As mentioned in the introduction, pbqff offloads the interface to both chemistry programs and queuing systems to the psqs library. As listed in the psqs README, it currently supports writing input files and reading output files for the following programs:
Where these are listed roughly in order of support quality. MOPAC and
Molpro have been tested the most thoroughly, while CFOUR and DFTB+ have
been tested but to a much more limited extent. Each of these can be
requested in the pbqff input file using the program
keyword
with valid options being the lowercase versions of each program
name as a TOML
string: "mopac"
, "molpro"
, "cfour"
, "dftb+"
.
Like the program
option above, the queue
option
depends on the values supported by psqs, which are the following:
PBS and Slurm are popular queuing systems on HPC clusters, while the local queue is a way to run pbqff on a single computer. Again, these are listed roughly in order of support. Hundreds of QFFs have been run with pbqff on a PBS cluster, while a much smaller number have been run on a smaller Slurm cluster. The local queue is used in all of the pbqff unit tests, so by that metric it is arguably the best-tested, but it essentially has no error handling, making it suited really only for these tests and other short test calculations rather than "production" QFFs.

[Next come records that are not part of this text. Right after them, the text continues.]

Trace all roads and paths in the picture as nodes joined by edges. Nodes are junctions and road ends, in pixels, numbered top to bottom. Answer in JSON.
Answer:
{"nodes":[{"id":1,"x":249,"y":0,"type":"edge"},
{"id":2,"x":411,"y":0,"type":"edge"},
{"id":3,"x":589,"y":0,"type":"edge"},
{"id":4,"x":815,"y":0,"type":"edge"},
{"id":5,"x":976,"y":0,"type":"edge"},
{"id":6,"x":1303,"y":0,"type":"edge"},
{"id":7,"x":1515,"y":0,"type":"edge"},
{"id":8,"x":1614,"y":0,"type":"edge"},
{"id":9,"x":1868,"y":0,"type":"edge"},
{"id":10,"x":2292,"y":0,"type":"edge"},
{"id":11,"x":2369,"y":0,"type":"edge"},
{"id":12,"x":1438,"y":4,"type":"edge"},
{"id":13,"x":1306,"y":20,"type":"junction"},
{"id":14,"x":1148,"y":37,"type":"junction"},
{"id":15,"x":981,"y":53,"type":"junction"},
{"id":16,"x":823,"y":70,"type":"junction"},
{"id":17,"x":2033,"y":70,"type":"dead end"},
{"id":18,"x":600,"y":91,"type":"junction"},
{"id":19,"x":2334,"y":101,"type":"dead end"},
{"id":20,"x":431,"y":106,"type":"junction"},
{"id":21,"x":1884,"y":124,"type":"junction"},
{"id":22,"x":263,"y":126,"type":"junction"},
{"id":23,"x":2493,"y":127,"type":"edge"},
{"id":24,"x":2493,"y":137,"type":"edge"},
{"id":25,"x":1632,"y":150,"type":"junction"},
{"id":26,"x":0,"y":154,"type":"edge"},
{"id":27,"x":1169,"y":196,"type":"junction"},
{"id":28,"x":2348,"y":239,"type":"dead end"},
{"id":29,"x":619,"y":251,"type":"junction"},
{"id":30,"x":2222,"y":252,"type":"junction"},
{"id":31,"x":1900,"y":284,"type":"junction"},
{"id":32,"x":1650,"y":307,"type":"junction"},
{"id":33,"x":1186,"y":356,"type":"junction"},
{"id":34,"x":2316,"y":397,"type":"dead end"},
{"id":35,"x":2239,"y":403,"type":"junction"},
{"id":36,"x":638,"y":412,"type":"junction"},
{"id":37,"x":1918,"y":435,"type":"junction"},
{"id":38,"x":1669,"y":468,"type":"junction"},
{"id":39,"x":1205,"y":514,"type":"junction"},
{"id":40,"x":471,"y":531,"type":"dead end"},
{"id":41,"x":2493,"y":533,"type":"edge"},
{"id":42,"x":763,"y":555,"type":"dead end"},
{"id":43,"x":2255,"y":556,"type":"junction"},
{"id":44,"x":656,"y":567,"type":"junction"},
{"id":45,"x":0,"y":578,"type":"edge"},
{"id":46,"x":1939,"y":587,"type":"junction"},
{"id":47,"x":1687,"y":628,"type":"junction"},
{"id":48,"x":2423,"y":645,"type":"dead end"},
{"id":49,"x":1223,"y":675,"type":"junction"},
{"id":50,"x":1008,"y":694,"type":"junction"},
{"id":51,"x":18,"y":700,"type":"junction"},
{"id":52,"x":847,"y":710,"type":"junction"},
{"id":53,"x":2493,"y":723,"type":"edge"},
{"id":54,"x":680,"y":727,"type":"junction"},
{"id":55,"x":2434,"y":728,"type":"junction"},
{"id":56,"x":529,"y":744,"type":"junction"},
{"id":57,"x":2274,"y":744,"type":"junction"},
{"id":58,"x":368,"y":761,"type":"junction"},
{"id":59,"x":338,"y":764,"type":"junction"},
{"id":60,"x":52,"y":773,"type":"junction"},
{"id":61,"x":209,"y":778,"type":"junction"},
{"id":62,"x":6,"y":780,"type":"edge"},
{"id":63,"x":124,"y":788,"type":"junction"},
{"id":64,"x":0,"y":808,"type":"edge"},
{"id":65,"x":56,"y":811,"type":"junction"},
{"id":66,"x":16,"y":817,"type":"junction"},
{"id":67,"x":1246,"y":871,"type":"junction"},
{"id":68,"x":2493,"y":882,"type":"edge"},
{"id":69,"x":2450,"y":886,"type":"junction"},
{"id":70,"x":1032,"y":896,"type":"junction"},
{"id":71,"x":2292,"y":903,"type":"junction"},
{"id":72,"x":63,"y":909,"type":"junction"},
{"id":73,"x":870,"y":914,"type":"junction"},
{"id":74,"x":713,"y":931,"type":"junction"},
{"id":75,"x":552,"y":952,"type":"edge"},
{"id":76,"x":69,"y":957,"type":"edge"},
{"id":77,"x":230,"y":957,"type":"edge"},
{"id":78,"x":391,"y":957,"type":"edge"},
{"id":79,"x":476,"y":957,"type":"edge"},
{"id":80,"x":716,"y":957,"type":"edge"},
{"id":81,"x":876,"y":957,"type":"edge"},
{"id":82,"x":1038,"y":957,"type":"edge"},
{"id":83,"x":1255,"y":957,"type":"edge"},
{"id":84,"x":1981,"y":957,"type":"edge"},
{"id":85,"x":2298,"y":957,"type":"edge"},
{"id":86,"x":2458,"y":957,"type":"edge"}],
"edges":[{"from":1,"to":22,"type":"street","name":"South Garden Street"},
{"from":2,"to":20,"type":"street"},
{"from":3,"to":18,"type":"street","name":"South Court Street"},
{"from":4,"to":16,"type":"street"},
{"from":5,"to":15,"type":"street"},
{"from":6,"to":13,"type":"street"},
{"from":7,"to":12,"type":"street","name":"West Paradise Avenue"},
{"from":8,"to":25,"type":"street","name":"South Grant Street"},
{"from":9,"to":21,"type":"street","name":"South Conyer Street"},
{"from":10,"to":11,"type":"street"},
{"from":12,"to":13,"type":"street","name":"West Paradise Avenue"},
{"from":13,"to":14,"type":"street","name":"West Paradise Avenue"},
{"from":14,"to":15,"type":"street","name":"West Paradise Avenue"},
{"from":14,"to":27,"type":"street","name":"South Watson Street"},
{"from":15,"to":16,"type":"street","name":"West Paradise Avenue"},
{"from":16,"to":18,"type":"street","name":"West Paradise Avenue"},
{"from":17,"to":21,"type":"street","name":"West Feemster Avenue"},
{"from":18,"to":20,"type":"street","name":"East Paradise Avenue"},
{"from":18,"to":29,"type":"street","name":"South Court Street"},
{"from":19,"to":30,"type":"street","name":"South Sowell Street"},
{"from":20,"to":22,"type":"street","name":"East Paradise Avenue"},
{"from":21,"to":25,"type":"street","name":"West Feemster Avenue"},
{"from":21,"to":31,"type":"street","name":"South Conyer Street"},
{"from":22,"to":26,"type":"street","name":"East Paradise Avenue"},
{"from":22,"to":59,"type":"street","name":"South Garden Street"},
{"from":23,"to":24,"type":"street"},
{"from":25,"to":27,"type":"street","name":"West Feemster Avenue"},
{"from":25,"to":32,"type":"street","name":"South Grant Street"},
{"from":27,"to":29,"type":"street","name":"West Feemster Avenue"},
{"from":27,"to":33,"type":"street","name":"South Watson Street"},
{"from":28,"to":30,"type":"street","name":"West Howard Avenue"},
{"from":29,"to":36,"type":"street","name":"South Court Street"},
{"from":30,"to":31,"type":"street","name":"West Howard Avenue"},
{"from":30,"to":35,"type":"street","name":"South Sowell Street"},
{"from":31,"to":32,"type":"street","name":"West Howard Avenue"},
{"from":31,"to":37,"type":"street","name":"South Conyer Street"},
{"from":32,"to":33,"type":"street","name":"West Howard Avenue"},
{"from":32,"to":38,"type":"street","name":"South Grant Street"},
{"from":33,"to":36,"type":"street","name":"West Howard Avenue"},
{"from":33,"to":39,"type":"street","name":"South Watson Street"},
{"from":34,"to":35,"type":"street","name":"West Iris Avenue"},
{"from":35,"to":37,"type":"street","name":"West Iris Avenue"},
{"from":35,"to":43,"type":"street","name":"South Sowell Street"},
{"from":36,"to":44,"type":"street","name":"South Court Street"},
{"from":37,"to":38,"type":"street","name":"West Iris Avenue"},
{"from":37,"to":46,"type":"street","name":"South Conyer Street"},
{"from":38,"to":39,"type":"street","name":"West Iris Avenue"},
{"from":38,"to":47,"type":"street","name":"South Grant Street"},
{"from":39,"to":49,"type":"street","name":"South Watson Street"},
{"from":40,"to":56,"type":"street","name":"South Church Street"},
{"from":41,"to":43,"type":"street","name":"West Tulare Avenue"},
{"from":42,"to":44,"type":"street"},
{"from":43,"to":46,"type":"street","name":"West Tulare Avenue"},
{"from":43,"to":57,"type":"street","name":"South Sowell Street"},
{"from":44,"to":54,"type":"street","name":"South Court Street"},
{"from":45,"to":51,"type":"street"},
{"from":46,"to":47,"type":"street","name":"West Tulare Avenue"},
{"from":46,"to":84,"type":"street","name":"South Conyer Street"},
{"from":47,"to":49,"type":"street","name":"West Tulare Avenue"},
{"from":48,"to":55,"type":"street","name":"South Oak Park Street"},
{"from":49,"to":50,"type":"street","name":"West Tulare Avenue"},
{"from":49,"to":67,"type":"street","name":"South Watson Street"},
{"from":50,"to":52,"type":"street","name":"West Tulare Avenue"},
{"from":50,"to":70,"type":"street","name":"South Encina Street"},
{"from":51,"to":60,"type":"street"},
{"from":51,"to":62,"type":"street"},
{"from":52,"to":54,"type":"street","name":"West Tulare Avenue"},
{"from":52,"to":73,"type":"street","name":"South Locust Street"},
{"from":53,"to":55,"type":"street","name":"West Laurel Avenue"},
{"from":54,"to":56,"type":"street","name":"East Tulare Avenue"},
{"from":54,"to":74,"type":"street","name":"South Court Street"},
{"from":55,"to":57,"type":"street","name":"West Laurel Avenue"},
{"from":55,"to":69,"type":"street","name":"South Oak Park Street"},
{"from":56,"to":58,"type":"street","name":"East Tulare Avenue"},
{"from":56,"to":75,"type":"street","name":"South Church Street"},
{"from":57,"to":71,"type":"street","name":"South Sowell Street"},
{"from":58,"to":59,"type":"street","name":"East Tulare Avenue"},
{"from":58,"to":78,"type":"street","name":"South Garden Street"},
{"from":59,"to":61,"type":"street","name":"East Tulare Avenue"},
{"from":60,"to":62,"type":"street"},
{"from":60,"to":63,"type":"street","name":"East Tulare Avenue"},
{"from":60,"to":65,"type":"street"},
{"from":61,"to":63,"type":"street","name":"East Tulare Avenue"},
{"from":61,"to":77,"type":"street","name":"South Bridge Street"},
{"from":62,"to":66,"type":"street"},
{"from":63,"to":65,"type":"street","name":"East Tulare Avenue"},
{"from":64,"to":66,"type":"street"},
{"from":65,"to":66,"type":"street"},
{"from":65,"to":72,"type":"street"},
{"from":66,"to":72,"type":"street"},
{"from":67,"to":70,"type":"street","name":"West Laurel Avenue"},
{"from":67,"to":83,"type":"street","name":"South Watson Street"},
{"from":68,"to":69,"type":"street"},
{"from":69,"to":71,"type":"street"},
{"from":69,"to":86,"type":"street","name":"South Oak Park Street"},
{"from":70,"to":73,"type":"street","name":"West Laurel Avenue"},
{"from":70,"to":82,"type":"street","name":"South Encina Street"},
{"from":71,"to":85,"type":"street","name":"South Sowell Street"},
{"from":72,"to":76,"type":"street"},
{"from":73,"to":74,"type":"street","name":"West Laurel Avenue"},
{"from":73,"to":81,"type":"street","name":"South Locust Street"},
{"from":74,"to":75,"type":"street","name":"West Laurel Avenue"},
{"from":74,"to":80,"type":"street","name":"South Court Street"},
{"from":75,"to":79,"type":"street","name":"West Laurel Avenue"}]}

These can be selected by their lowercase TOML string forms with
the queue
keyword: "pbs"
, "slurm"
,
and "local"
.
The program template
is the main way for you to customize how
pbqff runs the single-point energies that compose the QFF. The template
syntax is inspired by
Go's template library,
where patterns like {{.geom}}
are replaced by the
appropriate information (somewhat obviously the geometry in this example).
Currently each supported program has its own set of supported options, but
most of them are the same at least.
Most users of pbqff specify both these template
values and
the queue_template
discussed in the next section as a literal
TOML string, but you can also specify an external file using the syntax
below.
template = { file = "/path/to/template" }
All of the examples in the following sections will work for either
plain template
input or for the
special hybrid_template
option. As mentioned in the section
on normal
coordinates, hybrid_template
allows you to run the HFF
portion of a normal coordinate QFF with one level of theory and the cubic
and quartic portions of the QFF at a second level of theory. As far as I
know, this has only been tested to work with Molpro,
so see that section below for an example input file.
MOPAC has the simplest template
format because MOPAC uses a
single line at the start of the file to specify all options, followed by
two comment lines and the geometry. As such, pbqff does not handle any
template parameter replacements for MOPAC (the curly brace stuff from the
paragraphs above). Options like the charge and whether or not to run an
optimization are simply appended to the first line of the template, and
the geometry for each single-point energy calculation is appended to the
file after two arbitrary comment lines. As such, the template
value in a MOPAC QFF should be a single-line TOML string like those in the
examples below.
template = "scfcrt=1.D-21 aux(precision=14 comp xp xs xw) PM6 THREADS=1"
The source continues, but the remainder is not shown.